I have been reading in several Facebook groups for middle and high school English teachers about the need to incorporate more diverse voices in the selection of texts, and I agree that there are a number of texts that we should include–a number of wonderful authors whose voices we need to hear. Among my favorites are Sharon Draper, author of two of my favorite books, Romiette and Julio, a retelling/recasting of the Romeo and Juliet story, and Copper Sun, the story of an enslaved girl who escapes with a runaway white indentured female servant and the friendship that develops out of the prejudice the one has for the other; and Walter Dean Myers. There is also Nikki Grime’s Bronx Masquerade, the multi-genre story of ethnically diverse students who learn to use poetry to give their lives voices that are heard. I am currently reading Ghost Boys by Jewel Parker Rhodes (I’m only two and a half chapters into the book, so I can’t say more than–OMG! it’s powerful!).
This week, I have watched on national and local news programs, what happens when people who have been oppressed and not heard before try to make themselves heard in ways that certainly have received attention, but I question whether their voices have been heard. Many of the protests have been peaceful, and I have watched political leaders and law enforcement officers listen as the protesters spoke. But then the rioting and looting and violence began, and the voice of protest was lost in the noise of what appeared to me to be senseless destruction of property–stores, restaurants, public spaces; most of that violence aimed at the innocent.
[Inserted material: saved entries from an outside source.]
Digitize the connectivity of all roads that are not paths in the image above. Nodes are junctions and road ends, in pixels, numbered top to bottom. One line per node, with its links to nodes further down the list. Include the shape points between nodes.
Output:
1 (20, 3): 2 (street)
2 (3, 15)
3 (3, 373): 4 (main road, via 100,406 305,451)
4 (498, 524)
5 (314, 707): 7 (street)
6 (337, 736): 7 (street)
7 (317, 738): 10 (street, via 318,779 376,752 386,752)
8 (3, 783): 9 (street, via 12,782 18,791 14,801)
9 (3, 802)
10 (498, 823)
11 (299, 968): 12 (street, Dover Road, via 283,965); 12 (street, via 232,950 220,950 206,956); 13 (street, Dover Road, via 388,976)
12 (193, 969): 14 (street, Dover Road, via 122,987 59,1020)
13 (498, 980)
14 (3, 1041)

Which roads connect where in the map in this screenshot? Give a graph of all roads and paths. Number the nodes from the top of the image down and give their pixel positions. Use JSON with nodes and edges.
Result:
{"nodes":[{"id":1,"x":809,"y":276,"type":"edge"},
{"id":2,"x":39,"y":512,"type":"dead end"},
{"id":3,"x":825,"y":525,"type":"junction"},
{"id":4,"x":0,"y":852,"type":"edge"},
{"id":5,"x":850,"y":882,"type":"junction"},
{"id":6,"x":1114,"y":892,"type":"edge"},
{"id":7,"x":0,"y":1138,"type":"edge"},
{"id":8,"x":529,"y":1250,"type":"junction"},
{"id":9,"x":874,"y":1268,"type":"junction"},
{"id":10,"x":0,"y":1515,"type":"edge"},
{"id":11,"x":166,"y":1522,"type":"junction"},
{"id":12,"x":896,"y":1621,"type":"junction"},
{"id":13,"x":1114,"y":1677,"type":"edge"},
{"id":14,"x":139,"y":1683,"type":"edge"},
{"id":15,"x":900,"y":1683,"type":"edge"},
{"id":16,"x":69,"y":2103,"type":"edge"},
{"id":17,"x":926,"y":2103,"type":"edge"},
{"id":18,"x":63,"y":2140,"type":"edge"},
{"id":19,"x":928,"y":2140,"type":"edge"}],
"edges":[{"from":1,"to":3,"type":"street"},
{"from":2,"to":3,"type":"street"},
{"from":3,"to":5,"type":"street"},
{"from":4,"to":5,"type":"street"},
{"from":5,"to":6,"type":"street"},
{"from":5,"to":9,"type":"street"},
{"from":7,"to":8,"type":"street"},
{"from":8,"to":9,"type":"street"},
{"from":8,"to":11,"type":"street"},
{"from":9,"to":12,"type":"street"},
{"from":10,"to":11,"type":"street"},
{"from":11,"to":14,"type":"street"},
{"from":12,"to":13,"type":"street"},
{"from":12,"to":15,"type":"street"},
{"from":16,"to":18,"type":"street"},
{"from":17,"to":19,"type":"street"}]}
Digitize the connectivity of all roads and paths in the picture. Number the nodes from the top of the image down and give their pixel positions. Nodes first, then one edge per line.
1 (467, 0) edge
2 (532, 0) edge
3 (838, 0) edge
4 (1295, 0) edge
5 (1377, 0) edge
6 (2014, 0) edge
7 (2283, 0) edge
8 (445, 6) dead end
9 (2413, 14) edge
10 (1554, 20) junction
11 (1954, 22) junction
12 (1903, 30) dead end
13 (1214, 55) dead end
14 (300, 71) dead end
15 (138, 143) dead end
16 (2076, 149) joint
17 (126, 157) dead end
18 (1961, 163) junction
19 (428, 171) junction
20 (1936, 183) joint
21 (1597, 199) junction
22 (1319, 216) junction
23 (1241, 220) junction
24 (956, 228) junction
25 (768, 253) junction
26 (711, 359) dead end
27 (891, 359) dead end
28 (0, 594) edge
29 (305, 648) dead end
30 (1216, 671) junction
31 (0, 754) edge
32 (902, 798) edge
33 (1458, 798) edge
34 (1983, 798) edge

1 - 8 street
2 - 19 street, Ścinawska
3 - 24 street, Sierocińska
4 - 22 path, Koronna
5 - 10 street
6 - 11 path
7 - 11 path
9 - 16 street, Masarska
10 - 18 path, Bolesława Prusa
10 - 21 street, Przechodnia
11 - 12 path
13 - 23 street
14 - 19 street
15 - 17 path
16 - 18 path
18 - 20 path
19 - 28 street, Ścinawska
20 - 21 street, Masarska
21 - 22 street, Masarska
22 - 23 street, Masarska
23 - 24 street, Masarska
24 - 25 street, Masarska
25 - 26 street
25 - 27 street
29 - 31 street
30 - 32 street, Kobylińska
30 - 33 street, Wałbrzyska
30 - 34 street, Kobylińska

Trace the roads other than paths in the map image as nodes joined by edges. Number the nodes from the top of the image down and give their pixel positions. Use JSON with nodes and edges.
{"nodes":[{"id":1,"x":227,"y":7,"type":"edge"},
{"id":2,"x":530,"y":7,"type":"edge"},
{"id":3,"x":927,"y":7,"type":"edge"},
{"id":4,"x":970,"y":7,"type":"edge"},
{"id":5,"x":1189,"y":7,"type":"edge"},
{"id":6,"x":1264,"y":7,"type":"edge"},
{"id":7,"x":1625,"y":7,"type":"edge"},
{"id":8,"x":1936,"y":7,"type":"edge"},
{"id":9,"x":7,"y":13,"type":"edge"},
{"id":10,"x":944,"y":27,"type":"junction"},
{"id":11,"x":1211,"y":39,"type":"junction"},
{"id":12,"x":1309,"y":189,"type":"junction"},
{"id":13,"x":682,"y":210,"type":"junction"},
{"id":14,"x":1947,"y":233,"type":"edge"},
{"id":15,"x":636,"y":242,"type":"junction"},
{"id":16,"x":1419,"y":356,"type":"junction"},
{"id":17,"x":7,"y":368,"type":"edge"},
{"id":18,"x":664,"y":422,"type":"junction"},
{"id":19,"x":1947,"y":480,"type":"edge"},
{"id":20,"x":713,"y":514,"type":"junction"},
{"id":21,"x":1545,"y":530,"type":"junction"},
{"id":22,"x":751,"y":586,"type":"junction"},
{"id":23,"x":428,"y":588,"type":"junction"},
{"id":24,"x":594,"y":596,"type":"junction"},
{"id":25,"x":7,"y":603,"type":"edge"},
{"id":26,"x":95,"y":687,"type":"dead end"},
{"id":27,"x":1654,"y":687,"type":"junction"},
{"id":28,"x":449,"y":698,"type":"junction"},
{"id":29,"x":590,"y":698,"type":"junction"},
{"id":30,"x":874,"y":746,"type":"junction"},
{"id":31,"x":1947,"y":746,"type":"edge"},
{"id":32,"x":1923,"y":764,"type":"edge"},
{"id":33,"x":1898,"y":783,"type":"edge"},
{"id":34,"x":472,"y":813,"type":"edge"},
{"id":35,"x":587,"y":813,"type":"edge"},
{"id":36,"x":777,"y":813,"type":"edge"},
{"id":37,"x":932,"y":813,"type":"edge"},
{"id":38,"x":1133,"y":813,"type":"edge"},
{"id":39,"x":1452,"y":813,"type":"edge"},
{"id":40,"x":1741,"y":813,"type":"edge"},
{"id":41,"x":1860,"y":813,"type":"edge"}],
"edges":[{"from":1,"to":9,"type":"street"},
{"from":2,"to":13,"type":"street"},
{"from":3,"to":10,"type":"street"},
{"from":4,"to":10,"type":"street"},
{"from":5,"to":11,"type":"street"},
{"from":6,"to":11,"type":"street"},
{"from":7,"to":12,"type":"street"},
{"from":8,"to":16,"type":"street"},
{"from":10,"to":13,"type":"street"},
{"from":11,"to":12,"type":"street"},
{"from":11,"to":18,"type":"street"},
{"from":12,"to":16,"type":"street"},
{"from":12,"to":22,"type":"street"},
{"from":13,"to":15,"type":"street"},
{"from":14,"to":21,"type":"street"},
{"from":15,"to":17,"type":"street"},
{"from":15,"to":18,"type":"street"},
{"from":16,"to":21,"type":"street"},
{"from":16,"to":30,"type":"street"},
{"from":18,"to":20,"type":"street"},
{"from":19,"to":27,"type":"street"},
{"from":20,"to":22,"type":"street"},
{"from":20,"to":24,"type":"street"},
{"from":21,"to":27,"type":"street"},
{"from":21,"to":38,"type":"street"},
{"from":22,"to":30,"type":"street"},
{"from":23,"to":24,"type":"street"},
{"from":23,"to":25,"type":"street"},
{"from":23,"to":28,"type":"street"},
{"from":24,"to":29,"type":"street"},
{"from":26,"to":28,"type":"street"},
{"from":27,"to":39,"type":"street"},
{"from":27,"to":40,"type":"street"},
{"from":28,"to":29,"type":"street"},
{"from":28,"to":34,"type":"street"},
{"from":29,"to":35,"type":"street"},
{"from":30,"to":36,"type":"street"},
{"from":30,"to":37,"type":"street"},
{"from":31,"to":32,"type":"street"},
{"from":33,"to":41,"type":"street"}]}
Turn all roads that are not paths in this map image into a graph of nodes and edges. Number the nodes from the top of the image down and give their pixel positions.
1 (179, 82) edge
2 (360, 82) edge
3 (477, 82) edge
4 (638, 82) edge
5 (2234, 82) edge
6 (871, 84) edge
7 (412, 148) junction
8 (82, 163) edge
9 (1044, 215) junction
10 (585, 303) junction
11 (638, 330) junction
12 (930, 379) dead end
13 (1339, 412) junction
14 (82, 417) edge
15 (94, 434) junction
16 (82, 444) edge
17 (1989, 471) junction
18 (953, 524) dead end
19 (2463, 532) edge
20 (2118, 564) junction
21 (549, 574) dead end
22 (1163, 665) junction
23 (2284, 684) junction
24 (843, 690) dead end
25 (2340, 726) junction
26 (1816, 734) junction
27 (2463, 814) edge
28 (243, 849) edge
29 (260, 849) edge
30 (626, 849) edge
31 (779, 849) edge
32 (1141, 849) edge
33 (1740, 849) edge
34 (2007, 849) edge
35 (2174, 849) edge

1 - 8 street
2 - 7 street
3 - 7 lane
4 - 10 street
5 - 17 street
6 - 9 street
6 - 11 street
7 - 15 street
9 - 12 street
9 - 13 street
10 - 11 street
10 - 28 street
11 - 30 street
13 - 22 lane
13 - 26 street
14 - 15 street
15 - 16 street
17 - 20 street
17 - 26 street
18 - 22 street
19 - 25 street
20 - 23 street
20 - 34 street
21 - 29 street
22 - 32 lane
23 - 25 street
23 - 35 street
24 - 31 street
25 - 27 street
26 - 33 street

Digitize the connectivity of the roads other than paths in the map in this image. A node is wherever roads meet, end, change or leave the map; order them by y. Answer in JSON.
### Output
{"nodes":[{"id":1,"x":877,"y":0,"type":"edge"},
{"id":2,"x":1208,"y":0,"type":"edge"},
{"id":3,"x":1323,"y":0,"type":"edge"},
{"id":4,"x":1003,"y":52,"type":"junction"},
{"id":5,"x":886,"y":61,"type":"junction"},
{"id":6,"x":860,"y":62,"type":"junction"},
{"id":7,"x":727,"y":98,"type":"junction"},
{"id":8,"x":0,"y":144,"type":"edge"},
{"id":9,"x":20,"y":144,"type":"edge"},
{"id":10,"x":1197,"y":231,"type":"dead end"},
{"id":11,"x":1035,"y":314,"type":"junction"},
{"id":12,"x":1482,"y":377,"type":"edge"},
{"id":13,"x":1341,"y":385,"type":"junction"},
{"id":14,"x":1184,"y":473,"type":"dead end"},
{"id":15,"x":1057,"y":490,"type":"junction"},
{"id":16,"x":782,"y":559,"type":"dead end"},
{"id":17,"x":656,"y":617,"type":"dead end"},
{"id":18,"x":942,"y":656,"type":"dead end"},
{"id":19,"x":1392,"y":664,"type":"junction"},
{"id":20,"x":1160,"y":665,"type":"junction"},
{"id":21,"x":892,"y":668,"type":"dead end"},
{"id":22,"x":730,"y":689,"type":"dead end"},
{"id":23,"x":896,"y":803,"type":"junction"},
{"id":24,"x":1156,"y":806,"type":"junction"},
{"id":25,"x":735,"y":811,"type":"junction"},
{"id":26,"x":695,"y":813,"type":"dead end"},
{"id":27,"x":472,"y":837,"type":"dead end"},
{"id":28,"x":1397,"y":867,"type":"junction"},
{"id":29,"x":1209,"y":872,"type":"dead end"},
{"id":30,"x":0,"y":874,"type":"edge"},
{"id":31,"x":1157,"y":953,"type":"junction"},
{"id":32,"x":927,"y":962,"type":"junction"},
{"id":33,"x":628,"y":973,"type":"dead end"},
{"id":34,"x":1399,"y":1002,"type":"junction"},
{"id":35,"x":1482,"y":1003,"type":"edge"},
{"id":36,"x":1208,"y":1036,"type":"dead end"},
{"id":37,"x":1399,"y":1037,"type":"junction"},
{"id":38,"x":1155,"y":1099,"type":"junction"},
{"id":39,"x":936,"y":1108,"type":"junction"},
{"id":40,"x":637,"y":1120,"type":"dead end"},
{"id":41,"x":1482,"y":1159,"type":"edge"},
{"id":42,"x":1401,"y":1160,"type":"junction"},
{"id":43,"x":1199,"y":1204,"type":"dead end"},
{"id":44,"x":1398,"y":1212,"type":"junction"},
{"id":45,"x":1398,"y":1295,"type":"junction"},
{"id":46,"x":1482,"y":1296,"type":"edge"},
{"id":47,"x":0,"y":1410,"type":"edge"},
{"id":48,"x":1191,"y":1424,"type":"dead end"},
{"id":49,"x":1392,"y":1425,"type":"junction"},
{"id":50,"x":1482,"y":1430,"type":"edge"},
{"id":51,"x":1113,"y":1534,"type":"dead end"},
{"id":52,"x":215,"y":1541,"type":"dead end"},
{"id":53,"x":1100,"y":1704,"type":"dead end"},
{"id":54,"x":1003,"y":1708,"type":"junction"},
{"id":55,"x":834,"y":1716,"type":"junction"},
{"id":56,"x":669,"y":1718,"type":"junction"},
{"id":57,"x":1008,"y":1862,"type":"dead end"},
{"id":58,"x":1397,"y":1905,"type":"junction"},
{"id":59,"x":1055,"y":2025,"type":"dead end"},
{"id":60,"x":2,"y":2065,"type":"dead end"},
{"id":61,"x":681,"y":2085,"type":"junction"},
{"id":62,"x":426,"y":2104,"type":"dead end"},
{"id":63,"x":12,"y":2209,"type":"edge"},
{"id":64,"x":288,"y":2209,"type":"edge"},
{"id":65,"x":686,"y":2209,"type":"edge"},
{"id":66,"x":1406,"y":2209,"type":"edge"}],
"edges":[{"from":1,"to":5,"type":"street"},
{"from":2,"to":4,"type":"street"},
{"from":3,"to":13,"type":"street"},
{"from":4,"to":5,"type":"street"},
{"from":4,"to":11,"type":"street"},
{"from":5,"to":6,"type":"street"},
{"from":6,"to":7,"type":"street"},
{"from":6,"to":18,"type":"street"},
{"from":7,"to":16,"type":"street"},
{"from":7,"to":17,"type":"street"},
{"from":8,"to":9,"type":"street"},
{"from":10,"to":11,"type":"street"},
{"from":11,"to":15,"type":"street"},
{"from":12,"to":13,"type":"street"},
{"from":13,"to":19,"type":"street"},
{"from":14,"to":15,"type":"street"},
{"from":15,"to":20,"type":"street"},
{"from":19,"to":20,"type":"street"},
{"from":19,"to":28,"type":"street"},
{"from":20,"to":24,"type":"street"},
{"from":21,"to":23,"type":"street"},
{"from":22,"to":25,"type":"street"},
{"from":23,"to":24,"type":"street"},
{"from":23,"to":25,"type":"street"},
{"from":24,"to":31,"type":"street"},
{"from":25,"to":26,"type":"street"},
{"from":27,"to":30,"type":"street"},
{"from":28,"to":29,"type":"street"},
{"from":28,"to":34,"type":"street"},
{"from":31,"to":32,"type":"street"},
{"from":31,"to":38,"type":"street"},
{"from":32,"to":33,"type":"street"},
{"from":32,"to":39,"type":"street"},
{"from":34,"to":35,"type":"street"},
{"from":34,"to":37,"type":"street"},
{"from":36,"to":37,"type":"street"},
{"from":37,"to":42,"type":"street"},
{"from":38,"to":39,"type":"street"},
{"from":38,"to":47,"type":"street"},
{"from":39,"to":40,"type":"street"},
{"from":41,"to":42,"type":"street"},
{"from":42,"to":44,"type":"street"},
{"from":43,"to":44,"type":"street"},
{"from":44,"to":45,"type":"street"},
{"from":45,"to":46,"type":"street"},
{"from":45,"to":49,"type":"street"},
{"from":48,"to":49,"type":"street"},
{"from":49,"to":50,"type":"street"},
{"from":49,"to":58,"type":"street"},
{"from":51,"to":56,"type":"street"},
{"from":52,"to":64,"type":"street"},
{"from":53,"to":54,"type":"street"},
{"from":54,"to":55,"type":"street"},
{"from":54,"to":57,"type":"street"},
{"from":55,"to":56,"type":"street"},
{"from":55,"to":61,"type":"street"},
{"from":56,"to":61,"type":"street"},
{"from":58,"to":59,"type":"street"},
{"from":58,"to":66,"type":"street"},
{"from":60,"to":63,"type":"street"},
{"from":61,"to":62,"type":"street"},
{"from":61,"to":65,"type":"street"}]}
I suggest, in part, and will explore through research, that using critical literacy in the classroom can help give voice to those in our society who feel that they have no voice.
Critical literacy challenges us to change our perspective. Ira Shor writes in his article, “What is Critical Literacy?”,
“Critical literacy . . . challenges the status quo in an effort to discover alternative paths for self and social development. This kind of literacy–words rethinking worlds, self dissenting in society–connects the political and the personal, the public and the private, the global and the local, the economic and the pedagogical, for rethinking our lives and for promoting justice in place of inequity.”
Critical literacy challenges us to look at multiple perspectives. As we begin to look at the texts that we use in our classes, I think we can start with some essential questions:
- Who is speaking?
- Whose voices are silenced?
- What’s missing from this account?
- How could it be told differently?
Even if we use a canonical text like To Kill a Mockingbird or Of Mice and Men or even Romeo and Juliet, we can still challenge the text with these four questions and engage students in conversations about why Tom Robinson’s voice is silenced or why Mayella’s point of view is missing (I know she lashes out at Atticus in the trial and accuses him of patronizing her, but why does she feel that way?) Why does Juliet not speak out when her father threatens her to make her marry Paris? Why does her mother not speak in the presence of the men?
During this past week as I watched the protests against the senseless death of George Floyd and the pleas that #BlackLivesMatter, I realize that we need to do more than teach the rules of Standard American English and “lit-er-a-chure”. We need to teach students how to use their voices in whatever language they have to give themselves voices. We need to teach them how to read the word AND the world. I believe that we can do that in the twenty-first-century classroom. I believe that we need to do that in the twenty-first-century classroom.